- **WHAT YOU NEED TO DO**:
Instruction for the entries that follow: retype exactly the lines from the line with "thumb tip: (921, 1011)" to the line with "ring pip: (1140, 930)", both included, and omit all others.
-=-=-
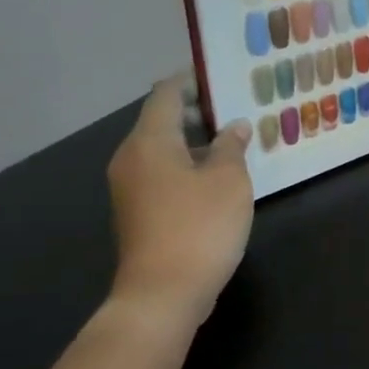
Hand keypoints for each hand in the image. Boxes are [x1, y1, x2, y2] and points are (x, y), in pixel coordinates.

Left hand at [106, 75, 254, 332]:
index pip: (166, 94)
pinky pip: (163, 173)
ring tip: (235, 141)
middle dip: (198, 111)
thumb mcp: (229, 180)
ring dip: (196, 141)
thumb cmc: (199, 226)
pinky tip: (219, 176)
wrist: (162, 294)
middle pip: (162, 120)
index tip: (221, 74)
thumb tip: (233, 127)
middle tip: (238, 107)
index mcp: (150, 142)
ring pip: (164, 149)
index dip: (191, 80)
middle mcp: (132, 158)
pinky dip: (188, 165)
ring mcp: (131, 188)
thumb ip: (231, 146)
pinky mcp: (138, 212)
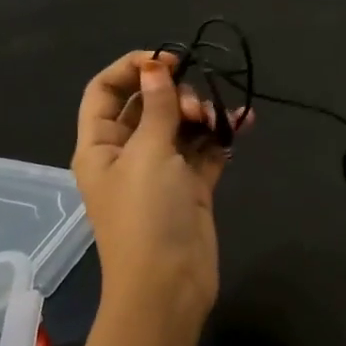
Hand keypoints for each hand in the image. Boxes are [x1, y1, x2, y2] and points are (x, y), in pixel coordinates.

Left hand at [72, 52, 244, 321]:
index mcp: (101, 145)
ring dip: (202, 113)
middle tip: (195, 108)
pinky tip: (245, 122)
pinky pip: (206, 149)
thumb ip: (157, 106)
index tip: (169, 59)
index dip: (132, 68)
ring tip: (220, 119)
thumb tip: (155, 65)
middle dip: (175, 94)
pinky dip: (222, 135)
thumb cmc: (146, 216)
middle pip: (149, 104)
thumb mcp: (149, 154)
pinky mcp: (191, 186)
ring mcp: (162, 171)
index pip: (106, 91)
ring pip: (181, 125)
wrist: (169, 286)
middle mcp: (128, 154)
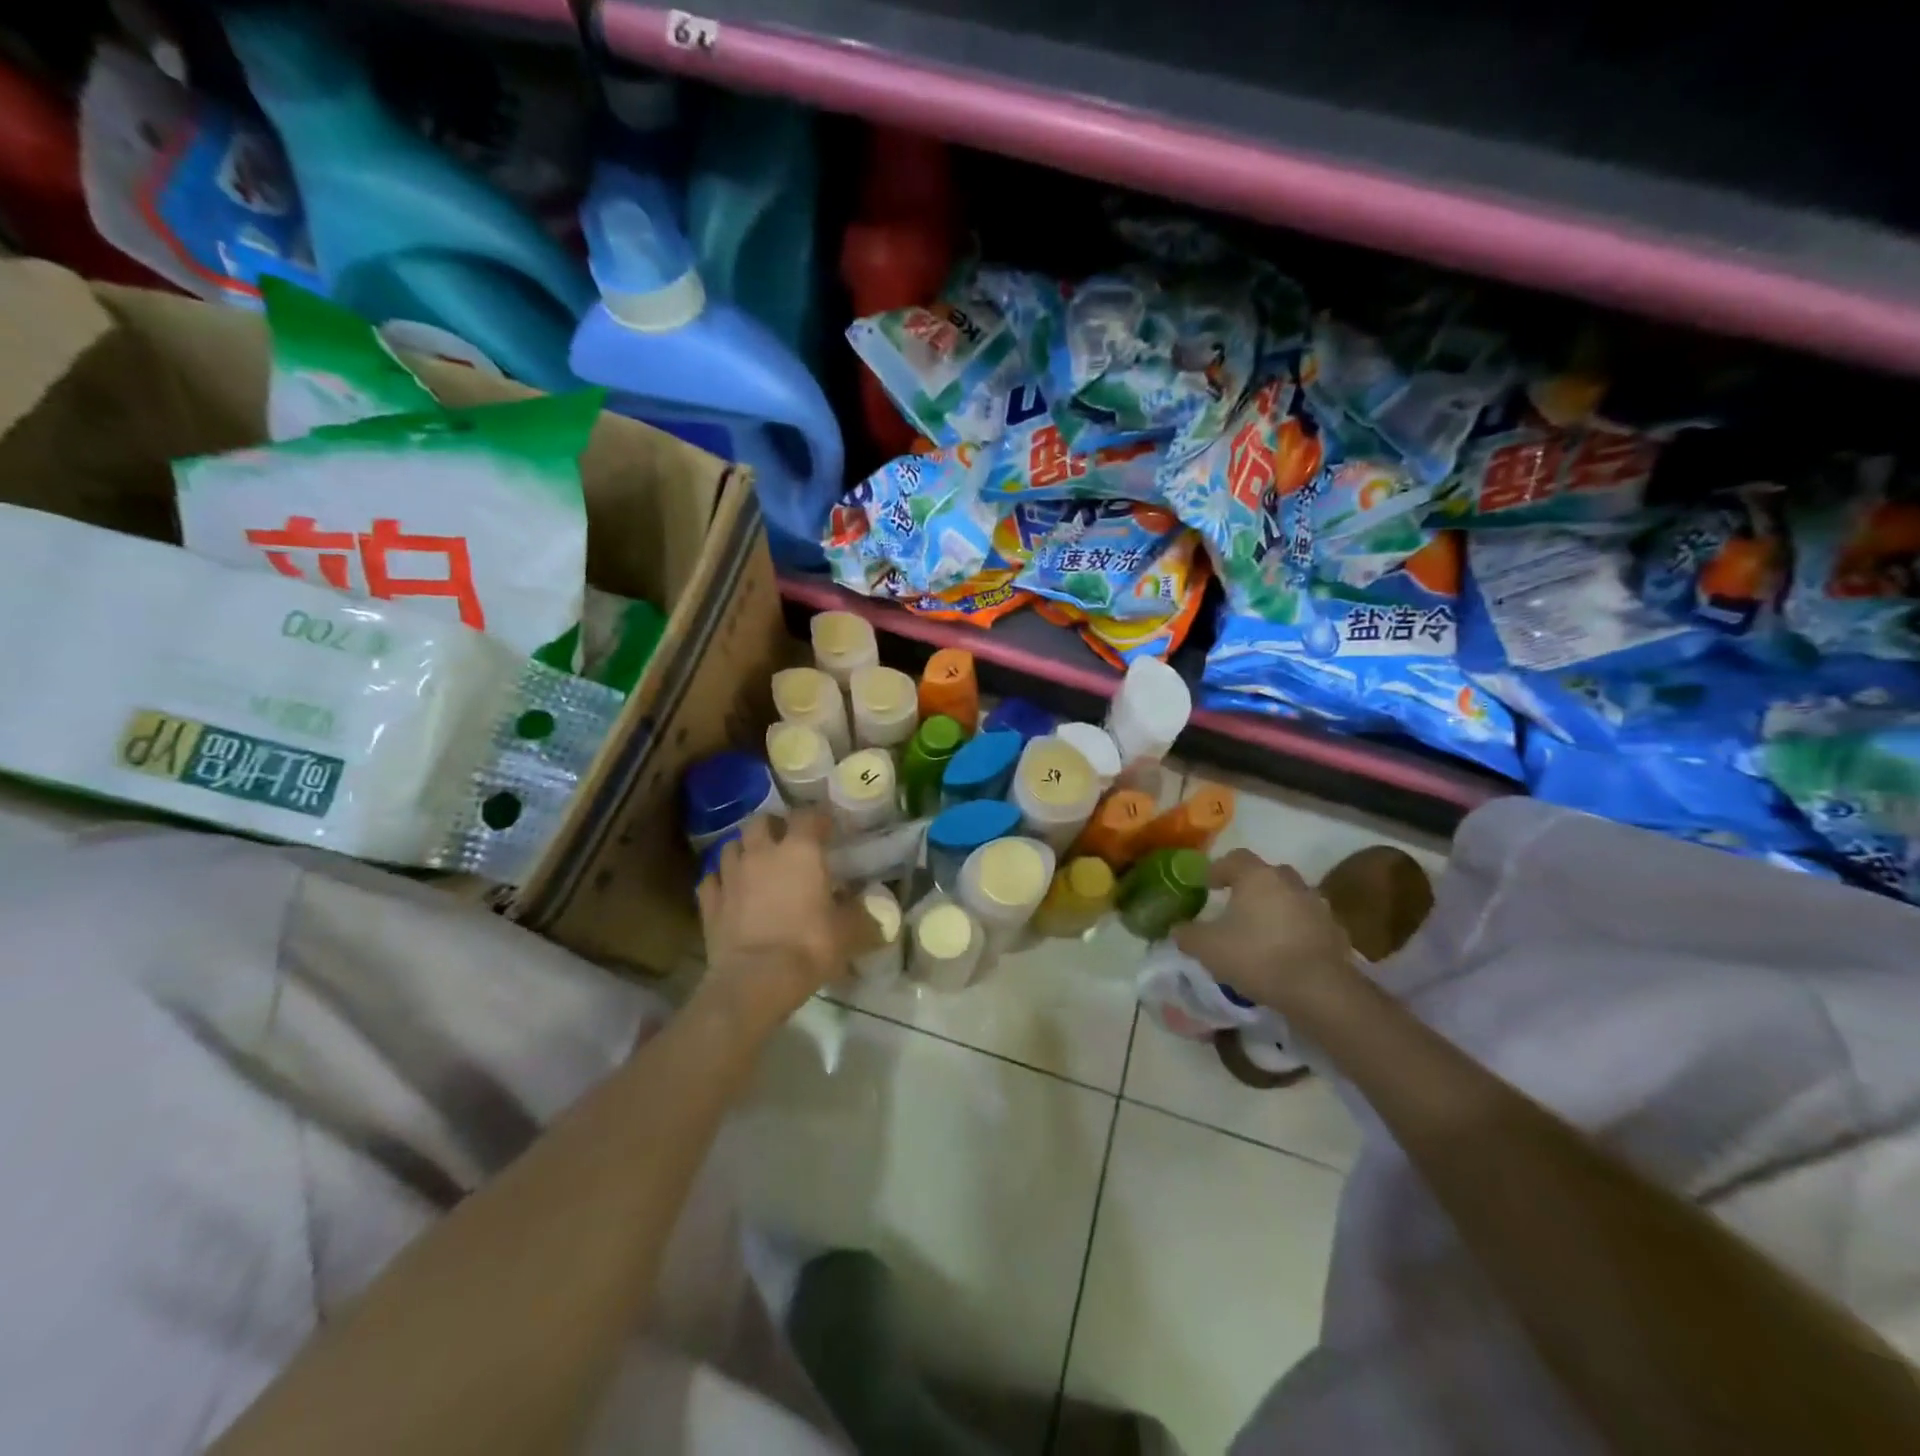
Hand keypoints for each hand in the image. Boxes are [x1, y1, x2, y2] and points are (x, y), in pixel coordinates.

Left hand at [696, 811, 875, 1030]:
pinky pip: (712, 879)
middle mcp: (762, 853)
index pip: (808, 816)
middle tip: (786, 842)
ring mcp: (731, 875)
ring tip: (756, 864)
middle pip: (761, 821)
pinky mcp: (709, 901)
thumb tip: (879, 912)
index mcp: (800, 851)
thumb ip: (863, 916)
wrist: (754, 980)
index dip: (818, 819)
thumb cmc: (808, 946)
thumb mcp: (848, 932)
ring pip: (732, 846)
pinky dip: (721, 881)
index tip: (828, 830)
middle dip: (774, 826)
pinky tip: (730, 891)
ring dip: (745, 849)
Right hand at [1173, 850, 1352, 1012]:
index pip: (1235, 858)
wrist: (1318, 990)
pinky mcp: (1335, 931)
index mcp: (1257, 877)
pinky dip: (1297, 929)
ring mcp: (1317, 905)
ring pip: (1290, 897)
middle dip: (1251, 885)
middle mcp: (1289, 882)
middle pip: (1267, 874)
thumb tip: (1177, 929)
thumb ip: (1187, 934)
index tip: (1207, 885)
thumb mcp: (1207, 948)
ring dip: (1276, 907)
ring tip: (1262, 930)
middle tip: (1236, 905)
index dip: (1218, 869)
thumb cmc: (1256, 957)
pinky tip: (1286, 950)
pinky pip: (1309, 922)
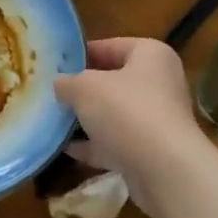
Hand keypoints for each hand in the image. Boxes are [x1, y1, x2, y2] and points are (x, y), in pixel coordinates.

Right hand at [54, 38, 205, 203]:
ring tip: (54, 120)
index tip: (55, 65)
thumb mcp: (84, 87)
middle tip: (52, 93)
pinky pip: (117, 143)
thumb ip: (67, 82)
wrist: (164, 171)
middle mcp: (160, 83)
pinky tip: (66, 149)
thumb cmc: (126, 111)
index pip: (111, 46)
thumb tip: (59, 85)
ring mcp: (157, 120)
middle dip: (83, 89)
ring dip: (87, 119)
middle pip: (113, 81)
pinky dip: (94, 146)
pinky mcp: (152, 152)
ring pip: (115, 114)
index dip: (81, 54)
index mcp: (151, 55)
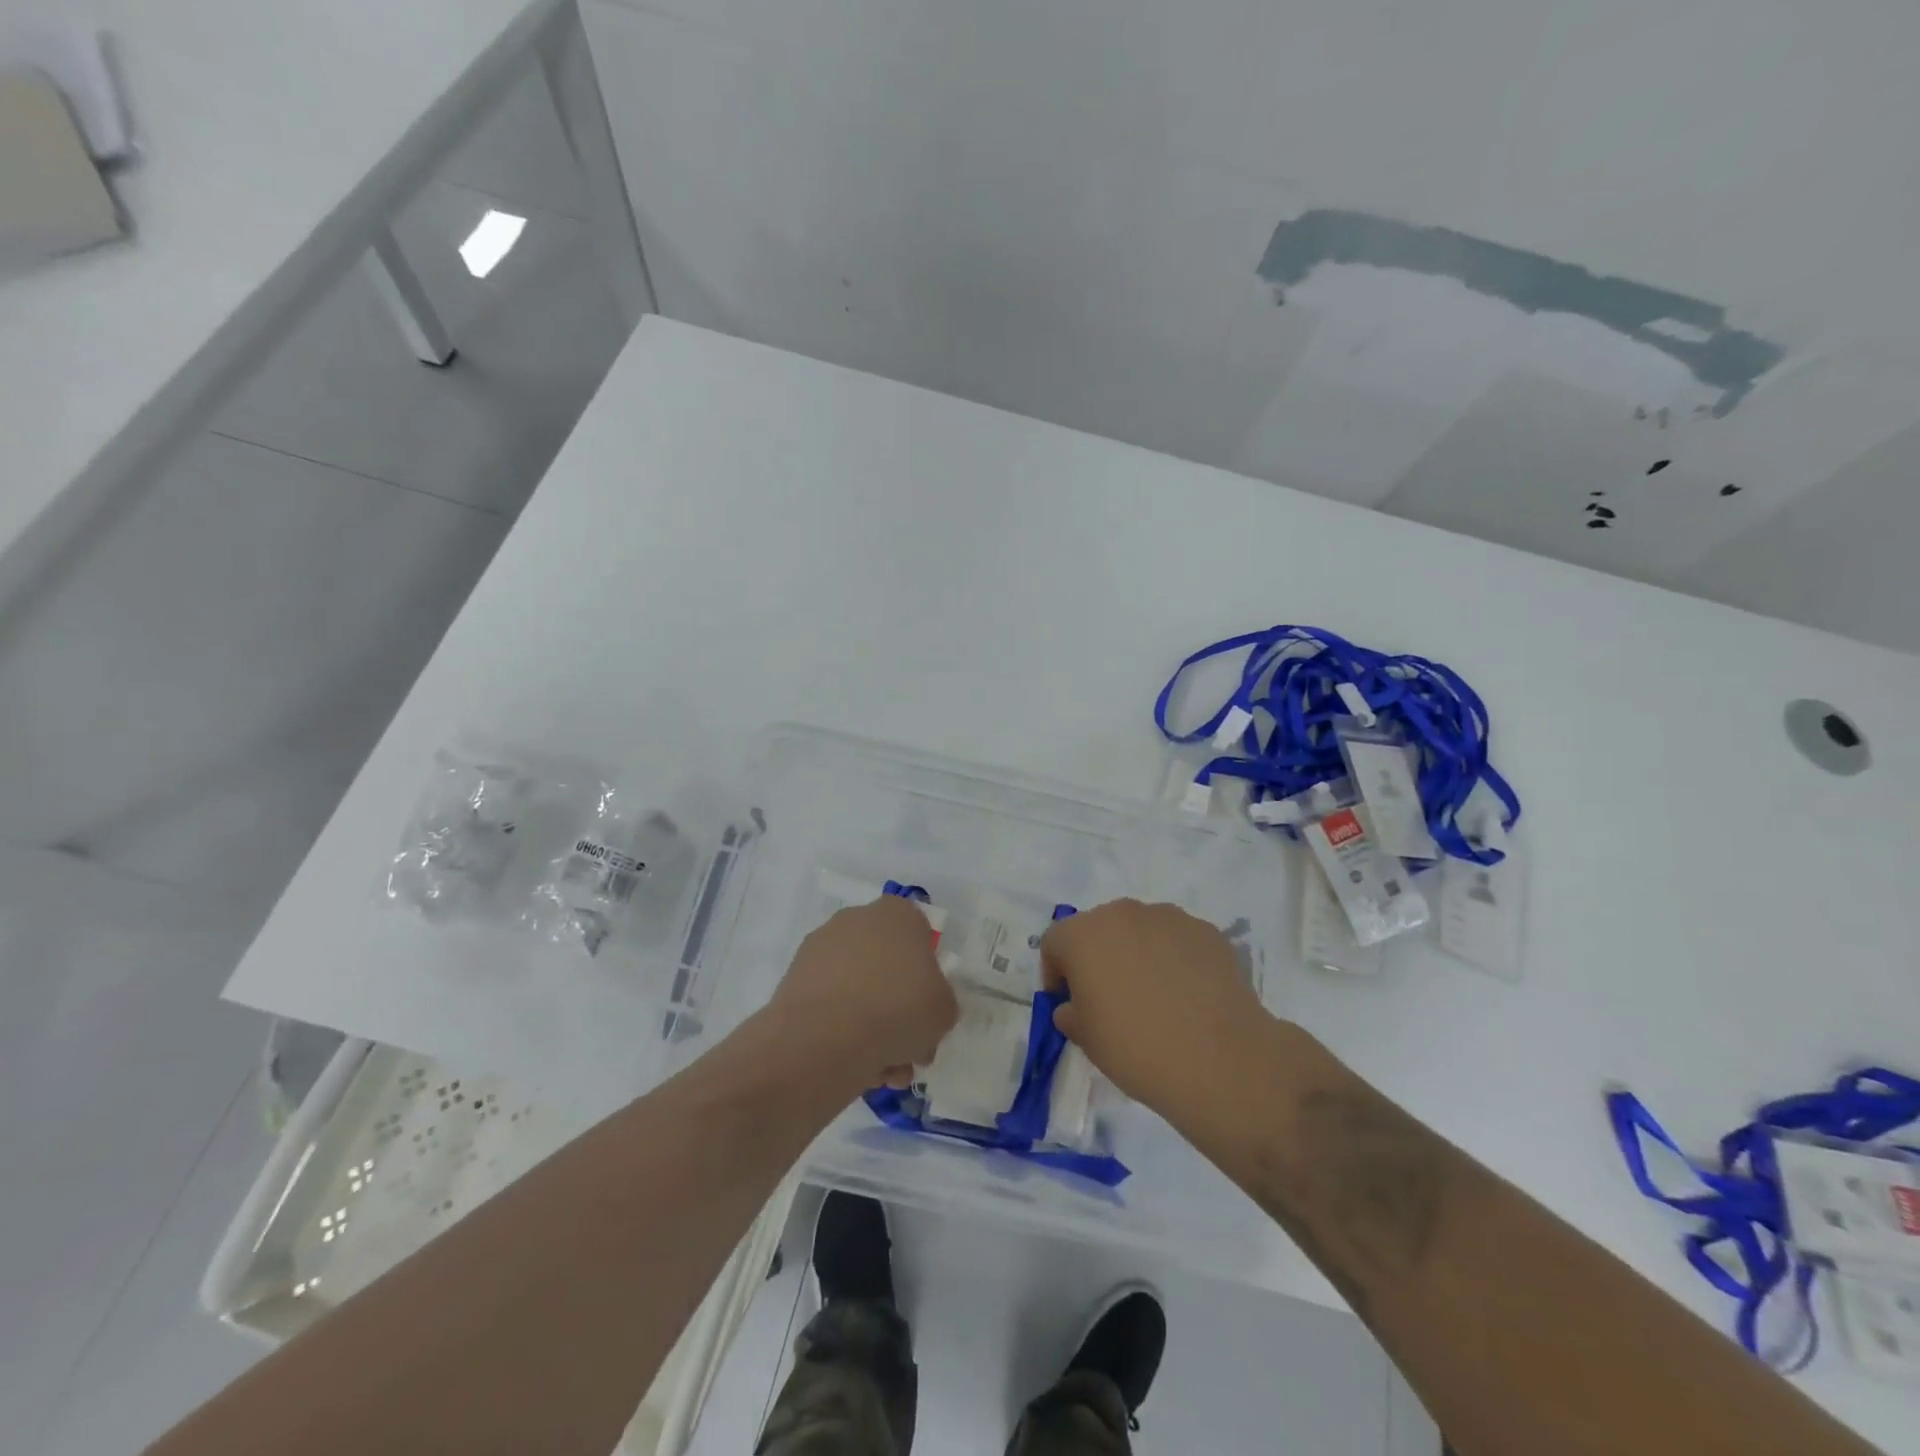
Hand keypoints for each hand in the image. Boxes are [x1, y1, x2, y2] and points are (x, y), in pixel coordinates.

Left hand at [770, 896, 958, 1090]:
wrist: (824, 1038)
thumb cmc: (898, 1008)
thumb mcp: (944, 1009)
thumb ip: (940, 1002)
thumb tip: (921, 1011)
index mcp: (896, 913)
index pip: (919, 934)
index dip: (927, 974)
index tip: (928, 1007)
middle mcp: (855, 920)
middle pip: (887, 966)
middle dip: (899, 1009)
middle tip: (910, 1049)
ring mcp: (820, 949)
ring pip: (859, 991)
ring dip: (874, 1028)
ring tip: (884, 1072)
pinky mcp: (794, 981)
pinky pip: (831, 1006)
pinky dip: (843, 1033)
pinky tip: (856, 1068)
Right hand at [1039, 899, 1270, 1113]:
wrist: (1219, 1060)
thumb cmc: (1136, 1047)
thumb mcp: (1086, 1039)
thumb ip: (1070, 1014)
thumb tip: (1074, 1006)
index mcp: (1083, 934)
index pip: (1055, 942)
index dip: (1056, 972)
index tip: (1068, 1003)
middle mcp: (1122, 913)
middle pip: (1098, 929)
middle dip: (1098, 957)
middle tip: (1109, 998)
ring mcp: (1168, 917)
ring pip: (1140, 930)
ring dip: (1136, 954)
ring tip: (1154, 996)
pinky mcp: (1205, 931)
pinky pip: (1176, 941)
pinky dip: (1173, 959)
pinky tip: (1186, 996)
-=-=-
- **EXERCISE OUTPUT**:
thumb tip: (921, 1011)
index mcp: (896, 913)
index pip: (919, 934)
index dip: (927, 974)
index tip: (928, 1007)
middle mcp: (855, 920)
middle pip: (887, 966)
middle dip: (899, 1009)
middle tip: (910, 1049)
ring mcp: (820, 949)
ring pip: (859, 991)
ring dip: (874, 1028)
ring tip: (884, 1072)
pinky mcp: (794, 981)
pinky pip: (831, 1006)
pinky dip: (843, 1033)
pinky tip: (856, 1068)
Right hand at [1039, 899, 1270, 1113]:
wrist: (1219, 1060)
thumb cmc: (1136, 1047)
thumb mcp: (1086, 1039)
thumb ip: (1070, 1014)
thumb tip: (1074, 1006)
index mcp: (1083, 934)
index pip: (1055, 942)
index dip: (1056, 972)
index tip: (1068, 1003)
middle mcp: (1122, 913)
middle pip: (1098, 929)
middle dip: (1098, 957)
middle tip: (1109, 998)
ring mcp: (1168, 917)
ring pip: (1140, 930)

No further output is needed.